The audit log: long retention by design, but not “long retention of everything”
Section titled “The audit log: long retention by design, but not “long retention of everything””The audit log is the durable, append-only record of what the agent did and what the customer did. It is the artefact you produce in a regulator’s investigation or a court case. The retention story for the audit log is the most contested piece of any agentic system, so it deserves a few specifics.
- What is in the audit log: gate transitions, structured field commits, tool calls and their structured outcomes, decisions, hashed customer identifiers, consent timestamps, hashes of issued documents.
- What is not in the audit log: the raw chat transcript, raw free-text disclosures, screenshots, model context windows.
- Why this split is justified: the regulatory record-keeping purpose is satisfied by knowing that a particular event happened at a particular time involving a particular structured field. It does not require the conversational chrome that surrounded it. By splitting them, you can keep the durable artefact for six years and let the conversational tail expire after 90 days.
- Storage form: hashed identifiers, with raw resolution behind an audited unseal step. This means an audit log entry six years old does not directly expose the customer; it links to a record that, if it has been deleted under retention or erasure, can no longer be re-identified.
Right to erasure and how it interacts with the audit trail
Section titled “Right to erasure and how it interacts with the audit trail”UK GDPR Article 17 gives the data subject a right to erasure “without undue delay”. The right is not absolute. It does not apply to the extent that processing is necessary “for compliance with a legal obligation” (Article 17(3)(b)) or “for the establishment, exercise or defence of legal claims” (Article 17(3)(e)).
For Lending Agent the practical position is:
- Before submission: erasure is straightforward. The case state is purged, the transcript is queued for accelerated deletion, and only a minimal “session ended without submission” marker remains.
- After submission, before regulatory retention expires: the FCA’s record-keeping obligations and the limitation period for contract claims provide the legal basis to refuse erasure of the structured application record and the audit log. The right is not extinguished; it is deferred until those obligations expire. The customer should be told this in the response.
- After regulatory retention expires: erasure becomes a positive obligation again. The retention scheduler should sweep records out automatically rather than wait for a request.
- Throughout: ancillary data that is not required for record-keeping (the conversation transcript, marketing preferences, telemetry) can and should be erased on request even when the structured record is retained.
The art is in answering “no, but with reasons” cleanly. A response to an erasure request should specify which data is being deleted now, which data is being retained on which legal basis, and when that retention expires.
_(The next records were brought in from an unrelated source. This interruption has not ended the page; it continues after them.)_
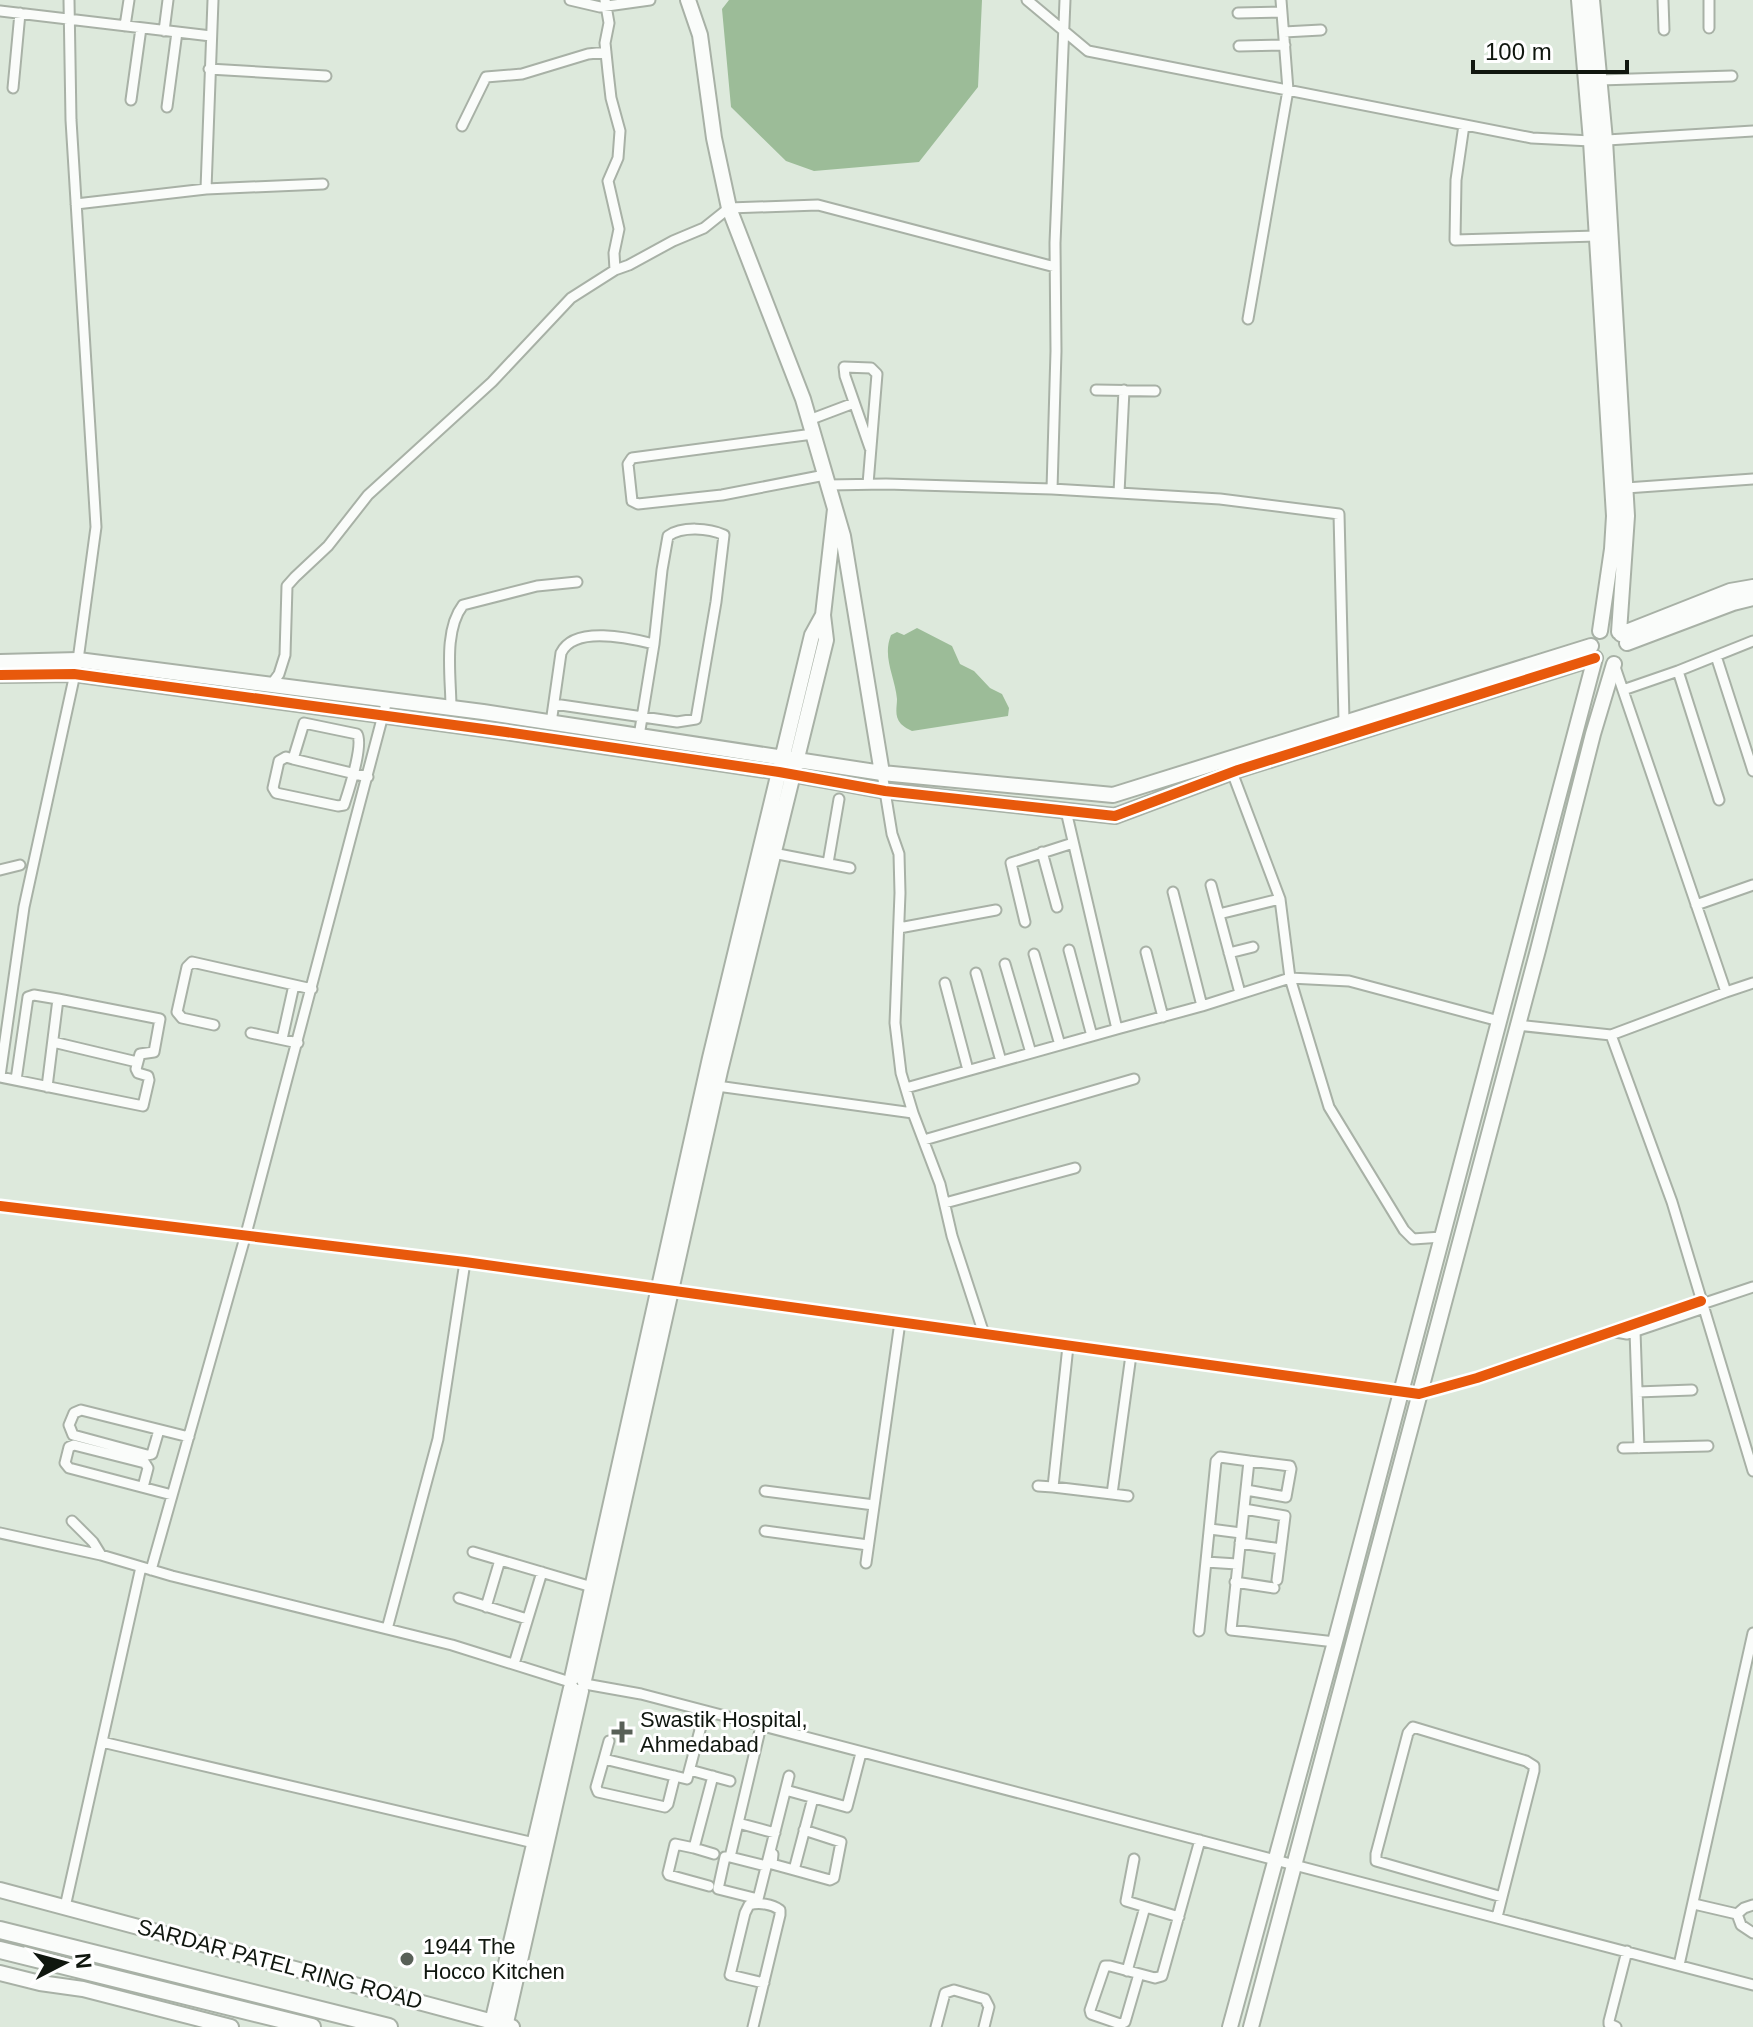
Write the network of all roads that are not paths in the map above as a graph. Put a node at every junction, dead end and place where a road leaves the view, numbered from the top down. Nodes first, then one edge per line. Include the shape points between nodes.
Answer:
1 (16, 0) edge
2 (69, 0) edge
3 (129, 0) edge
4 (168, 0) edge
5 (213, 0) edge
6 (570, 0) edge
7 (650, 0) edge
8 (688, 0) edge
9 (1027, 0) edge
10 (1065, 0) edge
11 (1281, 0) edge
12 (1579, 0) edge
13 (1592, 0) edge
14 (1663, 0) edge
15 (1709, 0) edge
16 (605, 3) edge
17 (0, 11) edge
18 (1282, 12) junction
19 (18, 13) junction
20 (1238, 13) dead end
21 (70, 19) junction
22 (125, 26) junction
23 (141, 28) junction
24 (1709, 28) dead end
25 (1321, 30) dead end
26 (1664, 30) dead end
27 (164, 31) junction
28 (177, 32) junction
29 (1284, 32) junction
30 (1066, 33) junction
31 (211, 36) junction
32 (1285, 45) junction
33 (1239, 46) dead end
34 (606, 52) junction
35 (209, 69) junction
36 (326, 76) dead end
37 (1732, 76) dead end
38 (1599, 80) junction
39 (13, 88) dead end
40 (1288, 90) junction
41 (131, 100) dead end
42 (167, 107) dead end
43 (1464, 125) junction
44 (462, 126) dead end
45 (1753, 131) edge
46 (1598, 140) junction
47 (323, 184) dead end
48 (206, 189) junction
49 (76, 204) junction
50 (729, 208) junction
51 (1597, 236) junction
52 (1055, 267) junction
53 (615, 270) junction
54 (1248, 319) dead end
55 (1096, 390) dead end
56 (1124, 390) junction
57 (1155, 391) dead end
58 (854, 403) junction
59 (811, 427) junction
60 (870, 448) junction
61 (1753, 479) edge
62 (826, 480) junction
63 (868, 484) junction
64 (1626, 488) junction
65 (1052, 489) junction
66 (1119, 493) junction
67 (835, 509) junction
68 (577, 582) dead end
69 (1753, 587) edge
70 (1753, 598) edge
71 (1600, 631) junction
72 (1622, 636) junction
73 (1753, 641) edge
74 (654, 644) junction
75 (1593, 652) junction
76 (1716, 656) junction
77 (0, 662) edge
78 (1614, 664) junction
79 (76, 667) junction
80 (1678, 671) junction
81 (0, 675) edge
82 (271, 685) junction
83 (1623, 690) junction
84 (387, 700) junction
85 (554, 704) junction
86 (451, 708) junction
87 (383, 716) junction
88 (643, 717) junction
89 (1344, 721) junction
90 (551, 723) junction
91 (639, 736) junction
92 (293, 759) junction
93 (787, 767) junction
94 (1753, 771) edge
95 (1232, 772) junction
96 (353, 773) junction
97 (882, 773) junction
98 (368, 777) junction
99 (885, 791) junction
100 (839, 799) dead end
101 (1719, 800) dead end
102 (1066, 811) junction
103 (1073, 843) junction
104 (1042, 852) junction
105 (773, 853) junction
106 (828, 863) junction
107 (20, 865) dead end
108 (850, 868) dead end
109 (0, 870) edge
110 (1211, 885) dead end
111 (1753, 885) edge
112 (1173, 892) dead end
113 (1280, 899) junction
114 (1696, 905) junction
115 (1057, 907) dead end
116 (996, 910) dead end
117 (1219, 914) junction
118 (1025, 922) dead end
119 (899, 928) junction
120 (1253, 947) dead end
121 (1069, 950) dead end
122 (1146, 952) dead end
123 (1229, 953) junction
124 (1034, 954) dead end
125 (1005, 964) dead end
126 (976, 973) dead end
127 (1290, 978) junction
128 (945, 983) dead end
129 (1753, 983) edge
130 (294, 985) junction
131 (312, 989) junction
132 (1726, 992) junction
133 (1240, 993) junction
134 (58, 999) junction
135 (1202, 1006) junction
136 (1163, 1017) junction
137 (1499, 1021) junction
138 (214, 1025) dead end
139 (1516, 1025) junction
140 (1117, 1029) junction
141 (251, 1033) dead end
142 (1611, 1035) junction
143 (1092, 1036) junction
144 (282, 1039) junction
145 (53, 1042) junction
146 (298, 1043) junction
147 (1060, 1045) junction
148 (1031, 1053) junction
149 (1001, 1061) junction
150 (137, 1062) junction
151 (968, 1070) junction
152 (0, 1076) edge
153 (1134, 1079) dead end
154 (16, 1080) junction
155 (717, 1086) junction
156 (47, 1087) junction
157 (906, 1088) junction
158 (913, 1113) junction
159 (924, 1140) junction
160 (1075, 1168) dead end
161 (945, 1203) junction
162 (0, 1206) edge
163 (246, 1234) junction
164 (1442, 1237) junction
165 (465, 1262) junction
166 (1753, 1287) edge
167 (664, 1290) junction
168 (1703, 1304) junction
169 (900, 1322) junction
170 (1635, 1331) junction
171 (1616, 1332) junction
172 (984, 1334) junction
173 (1068, 1346) junction
174 (1131, 1355) junction
175 (1692, 1390) dead end
176 (1401, 1392) junction
177 (1637, 1392) junction
178 (1419, 1394) junction
179 (159, 1430) junction
180 (189, 1437) junction
181 (1708, 1446) dead end
182 (1623, 1448) dead end
183 (1639, 1448) junction
184 (1249, 1461) junction
185 (1753, 1471) edge
186 (1038, 1486) dead end
187 (143, 1487) junction
188 (1053, 1487) junction
189 (1246, 1490) junction
190 (765, 1491) dead end
191 (1112, 1494) junction
192 (172, 1495) junction
193 (1128, 1496) dead end
194 (874, 1505) junction
195 (1244, 1509) junction
196 (72, 1521) dead end
197 (1210, 1529) junction
198 (765, 1531) dead end
199 (0, 1533) edge
200 (1240, 1538) junction
201 (868, 1545) junction
202 (1281, 1549) junction
203 (473, 1552) dead end
204 (101, 1555) junction
205 (500, 1560) junction
206 (1206, 1562) junction
207 (866, 1563) dead end
208 (1237, 1564) junction
209 (146, 1568) junction
210 (542, 1572) junction
211 (1235, 1582) junction
212 (592, 1587) junction
213 (459, 1598) dead end
214 (486, 1607) junction
215 (527, 1619) junction
216 (387, 1629) junction
217 (1199, 1631) dead end
218 (1753, 1633) edge
219 (1335, 1642) junction
220 (514, 1664) junction
221 (577, 1684) junction
222 (705, 1711) junction
223 (761, 1726) junction
224 (609, 1741) dead end
225 (102, 1742) junction
226 (861, 1753) junction
227 (604, 1759) junction
228 (690, 1770) junction
229 (675, 1776) junction
230 (713, 1776) junction
231 (730, 1781) dead end
232 (789, 1791) junction
233 (813, 1798) junction
234 (738, 1823) junction
235 (804, 1830) junction
236 (775, 1833) junction
237 (1200, 1840) junction
238 (534, 1843) junction
239 (694, 1848) junction
240 (714, 1854) dead end
241 (730, 1857) junction
242 (1134, 1859) dead end
243 (1275, 1859) junction
244 (1295, 1865) junction
245 (766, 1866) junction
246 (794, 1870) junction
247 (1420, 1875) junction
248 (1442, 1881) junction
249 (709, 1886) dead end
250 (0, 1890) edge
251 (1414, 1896) junction
252 (1502, 1897) junction
253 (1437, 1902) junction
254 (1694, 1904) junction
255 (1753, 1905) edge
256 (65, 1907) junction
257 (1145, 1907) junction
258 (1737, 1914) junction
259 (1179, 1917) junction
260 (1497, 1917) junction
261 (0, 1930) edge
262 (1753, 1933) edge
263 (0, 1950) edge
264 (1627, 1951) junction
265 (1679, 1965) junction
266 (1127, 1971) junction
267 (0, 1973) edge
268 (1139, 1974) junction
269 (764, 1983) junction
270 (1753, 1985) edge
271 (501, 2025) edge
272 (231, 2027) edge
273 (312, 2027) edge
274 (389, 2027) edge
275 (753, 2027) edge
276 (936, 2027) edge
277 (984, 2027) edge
278 (1230, 2027) edge
279 (1251, 2027) edge
280 (1616, 2027) edge

1 - 19 street
2 - 21 street
3 - 22 street
4 - 27 street
5 - 31 street
6 - 16 street
7 - 16 street
8 - 50 street via 700,35
9 - 30 street
10 - 30 street
11 - 18 street
12 - 46 street
13 - 38 street
14 - 26 street
15 - 24 street
16 - 34 street
17 - 19 street
18 - 20 street
18 - 29 street
19 - 21 street
19 - 39 street
21 - 22 street
21 - 49 street
22 - 23 street
23 - 27 street
23 - 41 street
25 - 29 street
27 - 28 street
28 - 31 street
28 - 42 street
29 - 32 street
30 - 40 street via 1088,51
30 - 52 street
31 - 35 street
32 - 33 street
32 - 40 street
34 - 44 street via 522,74 486,77
34 - 53 street via 620,131 618,158 608,181 619,229
35 - 36 street
35 - 48 street
37 - 38 street
38 - 46 street
40 - 43 street
40 - 54 street
43 - 46 street via 1532,138
43 - 51 street via 1455,240
45 - 46 street
46 - 51 street
46 - 64 street
47 - 48 street
48 - 49 street
49 - 79 street via 96,527
50 - 52 street via 818,205
50 - 53 street via 704,228
50 - 59 street
51 - 71 street via 1614,516
52 - 65 street
53 - 82 street via 571,298 492,382 368,495 328,546 287,586 285,655
55 - 56 street
56 - 57 street
56 - 66 street
58 - 59 street
58 - 60 street
58 - 60 street via 844,367 875,369
59 - 62 street
59 - 62 street via 632,458 632,501
60 - 63 street
61 - 64 street
62 - 63 street
62 - 67 street
63 - 65 street
64 - 72 street
65 - 66 street
66 - 89 street via 1339,514
67 - 93 street via 823,615 826,640
67 - 97 street
68 - 86 street via 463,605 456,614 451,644
69 - 72 street via 1730,591
70 - 72 street
71 - 72 street
71 - 75 street
72 - 78 street via 1624,657
73 - 76 street
74 - 85 street via 589,635 571,640 561,653
74 - 88 street
74 - 88 street via 668,536 683,530 724,535 696,719
75 - 78 street via 1606,665
75 - 89 street
75 - 95 street
75 - 137 street
76 - 80 street
76 - 94 street
77 - 79 street
78 - 83 street
78 - 139 street
79 - 81 street
79 - 82 street
79 - 87 street
79 - 152 street via 24,907
80 - 83 street
80 - 101 street
82 - 84 street
83 - 114 street
84 - 86 street
84 - 87 street
85 - 88 street
85 - 90 street
86 - 90 street
87 - 93 street
87 - 98 street
88 - 91 street
89 - 97 street via 1113,795
90 - 91 street
91 - 93 street
92 - 96 street
92 - 96 street via 304,723 357,734 361,737
92 - 96 street via 279,761 276,793 341,806
93 - 97 street
93 - 99 street
93 - 105 street
93 - 167 street via 710,1058
95 - 102 street via 1115,816
95 - 113 street
96 - 98 street
97 - 99 street
98 - 131 street
99 - 102 street
99 - 119 street via 899,854
100 - 106 street
102 - 103 street
103 - 104 street
103 - 140 street
104 - 115 street
104 - 118 street via 1011,863
105 - 106 street
105 - 155 street
106 - 108 street
107 - 109 street
110 - 117 street
111 - 114 street
112 - 135 street
113 - 117 street
113 - 127 street
114 - 132 street
116 - 119 street
117 - 123 street
119 - 157 street via 895,1023
120 - 123 street
121 - 143 street
122 - 136 street
123 - 133 street
124 - 147 street
125 - 148 street
126 - 149 street
127 - 133 street
127 - 137 street via 1349,981
127 - 164 street via 1329,1107 1404,1230 1413,1239
128 - 151 street
129 - 132 street
130 - 131 street
130 - 138 street via 189,963 177,1012 182,1018
130 - 144 street
131 - 146 street
132 - 142 street
133 - 135 street
134 - 145 street
134 - 150 street via 160,1019 154,1052 140,1054
134 - 154 street via 28,997
135 - 136 street
136 - 140 street
137 - 164 street
139 - 142 street
139 - 178 street
140 - 143 street
141 - 144 street
142 - 168 street
143 - 147 street
144 - 146 street
145 - 150 street
145 - 156 street
146 - 163 street
147 - 148 street
148 - 149 street
149 - 151 street
150 - 156 street via 136,1071 149,1080 143,1106
151 - 157 street
152 - 154 street
153 - 159 street
154 - 156 street
155 - 158 street
155 - 167 street
157 - 158 street
158 - 159 street
159 - 161 street
160 - 161 street
161 - 172 street
162 - 163 street
163 - 165 street
163 - 180 street
164 - 176 street
165 - 167 street
165 - 216 street via 438,1439
166 - 168 street
167 - 169 street
167 - 212 street
167 - 221 street
168 - 170 street
168 - 171 street via 1624,1325
168 - 185 street
169 - 172 street
169 - 194 street
170 - 171 street
170 - 177 street
171 - 178 street
172 - 173 street
173 - 174 street
173 - 188 street
174 - 176 street
174 - 191 street
175 - 177 street
176 - 178 street
176 - 219 street
177 - 183 street
178 - 244 street
179 - 179 street via 81,1410 69,1425 73,1435 147,1455 152,1454
179 - 180 street
180 - 192 street
181 - 183 street
182 - 183 street
184 - 189 street
184 - 189 street via 1291,1469 1286,1497
184 - 197 street via 1216,1461
186 - 188 street
187 - 187 street via 69,1468 69,1447 145,1463
187 - 192 street
188 - 191 street
189 - 195 street
190 - 194 street
191 - 193 street
192 - 209 street
194 - 201 street
195 - 200 street
195 - 202 street via 1285,1516
196 - 204 street
197 - 200 street
197 - 206 street
198 - 201 street
199 - 204 street
200 - 202 street
200 - 208 street
201 - 207 street
202 - 211 street via 1276,1584
203 - 205 street
204 - 209 street
205 - 210 street
205 - 214 street
206 - 208 street
206 - 217 street
208 - 211 street
209 - 216 street
209 - 225 street
210 - 212 street
210 - 215 street
211 - 219 street via 1230,1626 1234,1632
212 - 221 street
213 - 214 street
214 - 215 street
215 - 220 street
216 - 220 street
218 - 254 street
219 - 243 street
220 - 221 street
221 - 222 street
221 - 238 street
221 - 271 street
222 - 223 street
222 - 228 street
223 - 226 street
223 - 234 street
224 - 227 street
225 - 238 street
225 - 256 street
226 - 233 street via 847,1807
226 - 237 street
227 - 229 street
227 - 229 street via 598,1792 665,1807
228 - 229 street via 688,1779
228 - 230 street
230 - 231 street
230 - 239 street
232 - 233 street
232 - 236 street via 791,1777
232 - 246 street via 771,1861
233 - 235 street
234 - 236 street
234 - 241 street
235 - 246 street
235 - 246 street via 841,1842 834,1878
236 - 245 street
237 - 243 street
237 - 259 street
238 - 271 street
239 - 240 street
239 - 249 street via 675,1844 668,1874
241 - 245 street
241 - 245 street via 725,1857 718,1889 758,1899
242 - 257 street via 1125,1898
243 - 244 street
243 - 278 street
244 - 251 street
244 - 279 street
247 - 248 street
247 - 251 street
247 - 252 street via 1375,1858 1413,1727 1534,1766
248 - 252 street
248 - 253 street
250 - 256 street, SARDAR PATEL RING ROAD
251 - 253 street
252 - 260 street
253 - 260 street
254 - 258 street
254 - 265 street
255 - 258 street
256 - 271 street, SARDAR PATEL RING ROAD
257 - 259 street
257 - 266 street
258 - 262 street via 1741,1925
259 - 268 street via 1162,1976
260 - 264 street
261 - 274 highway, SARDAR PATEL RING ROAD
263 - 273 highway
264 - 265 street
264 - 280 street via 1609,2021
265 - 270 street
266 - 268 street
266 - 268 street via 1103,1967 1091,2014 1125,2022
267 - 272 street
269 - 269 street via 780,1915 775,1906 755,1903 745,1913 730,1975
269 - 275 street
276 - 277 street via 945,1993 954,1990 985,1999 989,2007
A practical retention review
Section titled “A practical retention review”Run a retention review at least annually. Walk the table above against your live data, confirm that scheduled deletions are happening, sample-test the unseal process, and check that the privacy notice still reflects reality. Retention failures are the single most common ICO finding in the financial services sector and are the easiest to detect from outside.